**Try it:** Repeat the records. Each line must match exactly.

Source data
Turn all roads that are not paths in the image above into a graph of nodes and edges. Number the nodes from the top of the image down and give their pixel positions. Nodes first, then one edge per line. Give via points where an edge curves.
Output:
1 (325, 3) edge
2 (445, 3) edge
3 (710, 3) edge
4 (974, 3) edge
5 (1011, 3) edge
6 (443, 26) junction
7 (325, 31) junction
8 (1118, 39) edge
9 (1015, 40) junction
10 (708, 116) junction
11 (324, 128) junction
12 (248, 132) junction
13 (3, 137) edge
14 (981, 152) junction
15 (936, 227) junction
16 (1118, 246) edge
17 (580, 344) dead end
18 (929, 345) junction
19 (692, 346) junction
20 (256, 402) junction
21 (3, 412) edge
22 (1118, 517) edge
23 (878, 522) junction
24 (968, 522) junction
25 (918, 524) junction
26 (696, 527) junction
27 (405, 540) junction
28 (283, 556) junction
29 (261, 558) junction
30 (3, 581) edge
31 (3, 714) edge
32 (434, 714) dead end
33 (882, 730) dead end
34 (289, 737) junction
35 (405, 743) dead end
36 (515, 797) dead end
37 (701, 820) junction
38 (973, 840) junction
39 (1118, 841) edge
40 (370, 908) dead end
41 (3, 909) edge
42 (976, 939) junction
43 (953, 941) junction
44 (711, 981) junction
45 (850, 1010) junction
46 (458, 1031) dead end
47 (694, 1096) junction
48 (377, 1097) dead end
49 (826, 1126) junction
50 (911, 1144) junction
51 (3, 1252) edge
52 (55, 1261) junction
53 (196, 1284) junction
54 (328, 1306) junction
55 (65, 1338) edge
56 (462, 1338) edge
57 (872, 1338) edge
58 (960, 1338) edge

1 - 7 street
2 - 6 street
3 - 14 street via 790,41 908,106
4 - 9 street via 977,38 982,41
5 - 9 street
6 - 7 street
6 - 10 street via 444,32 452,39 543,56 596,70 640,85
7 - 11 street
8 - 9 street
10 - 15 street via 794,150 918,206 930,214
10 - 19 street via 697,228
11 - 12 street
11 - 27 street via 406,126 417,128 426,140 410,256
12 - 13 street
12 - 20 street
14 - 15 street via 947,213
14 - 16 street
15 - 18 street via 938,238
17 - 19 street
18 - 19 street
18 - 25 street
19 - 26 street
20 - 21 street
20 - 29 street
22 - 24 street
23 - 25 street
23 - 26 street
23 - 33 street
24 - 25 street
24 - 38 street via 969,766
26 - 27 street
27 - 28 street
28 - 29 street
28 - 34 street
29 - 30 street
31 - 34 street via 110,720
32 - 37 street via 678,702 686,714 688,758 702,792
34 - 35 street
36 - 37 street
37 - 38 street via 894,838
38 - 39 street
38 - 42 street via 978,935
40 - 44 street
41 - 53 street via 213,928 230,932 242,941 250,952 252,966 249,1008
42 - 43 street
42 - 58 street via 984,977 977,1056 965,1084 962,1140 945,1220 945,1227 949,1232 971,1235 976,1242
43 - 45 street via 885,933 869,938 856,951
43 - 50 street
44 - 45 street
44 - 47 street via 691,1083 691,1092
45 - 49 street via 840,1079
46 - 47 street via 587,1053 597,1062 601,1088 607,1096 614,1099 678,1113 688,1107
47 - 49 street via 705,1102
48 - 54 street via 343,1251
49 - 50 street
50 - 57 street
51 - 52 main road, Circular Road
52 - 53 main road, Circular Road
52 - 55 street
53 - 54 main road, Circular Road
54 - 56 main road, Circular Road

**Solution for this problem:**
Turn all roads that are not paths in the image above into a graph of nodes and edges. Number the nodes from the top of the image down and give their pixel positions. Nodes first, then one edge per line. Give via points where an edge curves.
Output:
1 (325, 3) edge
2 (445, 3) edge
3 (710, 3) edge
4 (974, 3) edge
5 (1011, 3) edge
6 (443, 26) junction
7 (325, 31) junction
8 (1118, 39) edge
9 (1015, 40) junction
10 (708, 116) junction
11 (324, 128) junction
12 (248, 132) junction
13 (3, 137) edge
14 (981, 152) junction
15 (936, 227) junction
16 (1118, 246) edge
17 (580, 344) dead end
18 (929, 345) junction
19 (692, 346) junction
20 (256, 402) junction
21 (3, 412) edge
22 (1118, 517) edge
23 (878, 522) junction
24 (968, 522) junction
25 (918, 524) junction
26 (696, 527) junction
27 (405, 540) junction
28 (283, 556) junction
29 (261, 558) junction
30 (3, 581) edge
31 (3, 714) edge
32 (434, 714) dead end
33 (882, 730) dead end
34 (289, 737) junction
35 (405, 743) dead end
36 (515, 797) dead end
37 (701, 820) junction
38 (973, 840) junction
39 (1118, 841) edge
40 (370, 908) dead end
41 (3, 909) edge
42 (976, 939) junction
43 (953, 941) junction
44 (711, 981) junction
45 (850, 1010) junction
46 (458, 1031) dead end
47 (694, 1096) junction
48 (377, 1097) dead end
49 (826, 1126) junction
50 (911, 1144) junction
51 (3, 1252) edge
52 (55, 1261) junction
53 (196, 1284) junction
54 (328, 1306) junction
55 (65, 1338) edge
56 (462, 1338) edge
57 (872, 1338) edge
58 (960, 1338) edge

1 - 7 street
2 - 6 street
3 - 14 street via 790,41 908,106
4 - 9 street via 977,38 982,41
5 - 9 street
6 - 7 street
6 - 10 street via 444,32 452,39 543,56 596,70 640,85
7 - 11 street
8 - 9 street
10 - 15 street via 794,150 918,206 930,214
10 - 19 street via 697,228
11 - 12 street
11 - 27 street via 406,126 417,128 426,140 410,256
12 - 13 street
12 - 20 street
14 - 15 street via 947,213
14 - 16 street
15 - 18 street via 938,238
17 - 19 street
18 - 19 street
18 - 25 street
19 - 26 street
20 - 21 street
20 - 29 street
22 - 24 street
23 - 25 street
23 - 26 street
23 - 33 street
24 - 25 street
24 - 38 street via 969,766
26 - 27 street
27 - 28 street
28 - 29 street
28 - 34 street
29 - 30 street
31 - 34 street via 110,720
32 - 37 street via 678,702 686,714 688,758 702,792
34 - 35 street
36 - 37 street
37 - 38 street via 894,838
38 - 39 street
38 - 42 street via 978,935
40 - 44 street
41 - 53 street via 213,928 230,932 242,941 250,952 252,966 249,1008
42 - 43 street
42 - 58 street via 984,977 977,1056 965,1084 962,1140 945,1220 945,1227 949,1232 971,1235 976,1242
43 - 45 street via 885,933 869,938 856,951
43 - 50 street
44 - 45 street
44 - 47 street via 691,1083 691,1092
45 - 49 street via 840,1079
46 - 47 street via 587,1053 597,1062 601,1088 607,1096 614,1099 678,1113 688,1107
47 - 49 street via 705,1102
48 - 54 street via 343,1251
49 - 50 street
50 - 57 street
51 - 52 main road, Circular Road
52 - 53 main road, Circular Road
52 - 55 street
53 - 54 main road, Circular Road
54 - 56 main road, Circular Road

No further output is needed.